§ **Work order**: All the entries, exactly as they read, must be written out again.

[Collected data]
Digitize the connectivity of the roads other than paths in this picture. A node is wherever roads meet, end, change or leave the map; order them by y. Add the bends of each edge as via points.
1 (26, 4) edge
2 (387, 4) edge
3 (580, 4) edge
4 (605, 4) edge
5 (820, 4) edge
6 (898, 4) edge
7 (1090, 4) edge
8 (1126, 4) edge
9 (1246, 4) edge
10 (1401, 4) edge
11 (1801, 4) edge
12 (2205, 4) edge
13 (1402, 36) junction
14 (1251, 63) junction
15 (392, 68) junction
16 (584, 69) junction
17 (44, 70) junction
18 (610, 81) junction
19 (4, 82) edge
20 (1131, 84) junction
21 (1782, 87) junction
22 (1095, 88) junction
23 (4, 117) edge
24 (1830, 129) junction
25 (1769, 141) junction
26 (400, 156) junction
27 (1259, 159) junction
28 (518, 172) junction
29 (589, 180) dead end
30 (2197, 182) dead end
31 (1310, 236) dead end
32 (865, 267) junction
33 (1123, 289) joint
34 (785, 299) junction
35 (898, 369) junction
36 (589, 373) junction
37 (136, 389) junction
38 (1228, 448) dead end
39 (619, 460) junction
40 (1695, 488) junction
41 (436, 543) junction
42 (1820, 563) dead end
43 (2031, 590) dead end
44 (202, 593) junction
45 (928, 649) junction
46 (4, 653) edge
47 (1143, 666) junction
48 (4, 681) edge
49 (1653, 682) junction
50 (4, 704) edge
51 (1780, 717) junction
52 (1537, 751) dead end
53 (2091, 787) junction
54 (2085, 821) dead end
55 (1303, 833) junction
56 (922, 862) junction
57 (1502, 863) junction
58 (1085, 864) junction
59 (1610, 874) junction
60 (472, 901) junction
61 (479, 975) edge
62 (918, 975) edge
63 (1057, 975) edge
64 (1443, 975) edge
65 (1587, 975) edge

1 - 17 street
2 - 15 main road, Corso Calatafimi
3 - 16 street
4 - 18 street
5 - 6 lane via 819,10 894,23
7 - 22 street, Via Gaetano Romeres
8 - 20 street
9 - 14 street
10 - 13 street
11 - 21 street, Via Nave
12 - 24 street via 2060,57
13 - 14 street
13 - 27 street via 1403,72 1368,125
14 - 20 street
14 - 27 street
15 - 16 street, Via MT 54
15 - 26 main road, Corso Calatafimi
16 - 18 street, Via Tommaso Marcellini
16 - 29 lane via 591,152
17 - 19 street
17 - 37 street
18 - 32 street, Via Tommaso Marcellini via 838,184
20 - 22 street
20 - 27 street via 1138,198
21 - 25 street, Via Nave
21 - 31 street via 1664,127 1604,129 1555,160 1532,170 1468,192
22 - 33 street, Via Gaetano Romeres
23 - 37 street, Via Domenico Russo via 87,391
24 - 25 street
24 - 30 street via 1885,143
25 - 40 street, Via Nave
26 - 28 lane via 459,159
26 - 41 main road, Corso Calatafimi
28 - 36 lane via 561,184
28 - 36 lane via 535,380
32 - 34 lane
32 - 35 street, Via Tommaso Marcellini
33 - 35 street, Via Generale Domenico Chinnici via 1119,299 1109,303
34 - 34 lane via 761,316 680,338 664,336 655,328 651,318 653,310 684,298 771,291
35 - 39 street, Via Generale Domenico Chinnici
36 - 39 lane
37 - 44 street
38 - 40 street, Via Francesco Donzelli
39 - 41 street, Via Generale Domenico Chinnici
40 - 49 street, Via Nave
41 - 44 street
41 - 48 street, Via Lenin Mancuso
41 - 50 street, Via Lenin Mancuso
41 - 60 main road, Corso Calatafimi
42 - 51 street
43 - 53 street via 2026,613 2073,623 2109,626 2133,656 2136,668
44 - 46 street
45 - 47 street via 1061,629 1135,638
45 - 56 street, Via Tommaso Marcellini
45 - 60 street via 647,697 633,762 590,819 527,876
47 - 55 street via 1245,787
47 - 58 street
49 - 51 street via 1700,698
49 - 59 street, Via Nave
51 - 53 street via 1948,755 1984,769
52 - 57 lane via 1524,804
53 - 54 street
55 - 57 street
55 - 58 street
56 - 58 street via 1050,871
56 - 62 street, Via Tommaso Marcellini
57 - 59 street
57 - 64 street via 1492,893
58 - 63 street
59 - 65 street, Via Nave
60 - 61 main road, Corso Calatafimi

§ **Solution to the problem**:
Digitize the connectivity of the roads other than paths in this picture. A node is wherever roads meet, end, change or leave the map; order them by y. Add the bends of each edge as via points.
1 (26, 4) edge
2 (387, 4) edge
3 (580, 4) edge
4 (605, 4) edge
5 (820, 4) edge
6 (898, 4) edge
7 (1090, 4) edge
8 (1126, 4) edge
9 (1246, 4) edge
10 (1401, 4) edge
11 (1801, 4) edge
12 (2205, 4) edge
13 (1402, 36) junction
14 (1251, 63) junction
15 (392, 68) junction
16 (584, 69) junction
17 (44, 70) junction
18 (610, 81) junction
19 (4, 82) edge
20 (1131, 84) junction
21 (1782, 87) junction
22 (1095, 88) junction
23 (4, 117) edge
24 (1830, 129) junction
25 (1769, 141) junction
26 (400, 156) junction
27 (1259, 159) junction
28 (518, 172) junction
29 (589, 180) dead end
30 (2197, 182) dead end
31 (1310, 236) dead end
32 (865, 267) junction
33 (1123, 289) joint
34 (785, 299) junction
35 (898, 369) junction
36 (589, 373) junction
37 (136, 389) junction
38 (1228, 448) dead end
39 (619, 460) junction
40 (1695, 488) junction
41 (436, 543) junction
42 (1820, 563) dead end
43 (2031, 590) dead end
44 (202, 593) junction
45 (928, 649) junction
46 (4, 653) edge
47 (1143, 666) junction
48 (4, 681) edge
49 (1653, 682) junction
50 (4, 704) edge
51 (1780, 717) junction
52 (1537, 751) dead end
53 (2091, 787) junction
54 (2085, 821) dead end
55 (1303, 833) junction
56 (922, 862) junction
57 (1502, 863) junction
58 (1085, 864) junction
59 (1610, 874) junction
60 (472, 901) junction
61 (479, 975) edge
62 (918, 975) edge
63 (1057, 975) edge
64 (1443, 975) edge
65 (1587, 975) edge

1 - 17 street
2 - 15 main road, Corso Calatafimi
3 - 16 street
4 - 18 street
5 - 6 lane via 819,10 894,23
7 - 22 street, Via Gaetano Romeres
8 - 20 street
9 - 14 street
10 - 13 street
11 - 21 street, Via Nave
12 - 24 street via 2060,57
13 - 14 street
13 - 27 street via 1403,72 1368,125
14 - 20 street
14 - 27 street
15 - 16 street, Via MT 54
15 - 26 main road, Corso Calatafimi
16 - 18 street, Via Tommaso Marcellini
16 - 29 lane via 591,152
17 - 19 street
17 - 37 street
18 - 32 street, Via Tommaso Marcellini via 838,184
20 - 22 street
20 - 27 street via 1138,198
21 - 25 street, Via Nave
21 - 31 street via 1664,127 1604,129 1555,160 1532,170 1468,192
22 - 33 street, Via Gaetano Romeres
23 - 37 street, Via Domenico Russo via 87,391
24 - 25 street
24 - 30 street via 1885,143
25 - 40 street, Via Nave
26 - 28 lane via 459,159
26 - 41 main road, Corso Calatafimi
28 - 36 lane via 561,184
28 - 36 lane via 535,380
32 - 34 lane
32 - 35 street, Via Tommaso Marcellini
33 - 35 street, Via Generale Domenico Chinnici via 1119,299 1109,303
34 - 34 lane via 761,316 680,338 664,336 655,328 651,318 653,310 684,298 771,291
35 - 39 street, Via Generale Domenico Chinnici
36 - 39 lane
37 - 44 street
38 - 40 street, Via Francesco Donzelli
39 - 41 street, Via Generale Domenico Chinnici
40 - 49 street, Via Nave
41 - 44 street
41 - 48 street, Via Lenin Mancuso
41 - 50 street, Via Lenin Mancuso
41 - 60 main road, Corso Calatafimi
42 - 51 street
43 - 53 street via 2026,613 2073,623 2109,626 2133,656 2136,668
44 - 46 street
45 - 47 street via 1061,629 1135,638
45 - 56 street, Via Tommaso Marcellini
45 - 60 street via 647,697 633,762 590,819 527,876
47 - 55 street via 1245,787
47 - 58 street
49 - 51 street via 1700,698
49 - 59 street, Via Nave
51 - 53 street via 1948,755 1984,769
52 - 57 lane via 1524,804
53 - 54 street
55 - 57 street
55 - 58 street
56 - 58 street via 1050,871
56 - 62 street, Via Tommaso Marcellini
57 - 59 street
57 - 64 street via 1492,893
58 - 63 street
59 - 65 street, Via Nave
60 - 61 main road, Corso Calatafimi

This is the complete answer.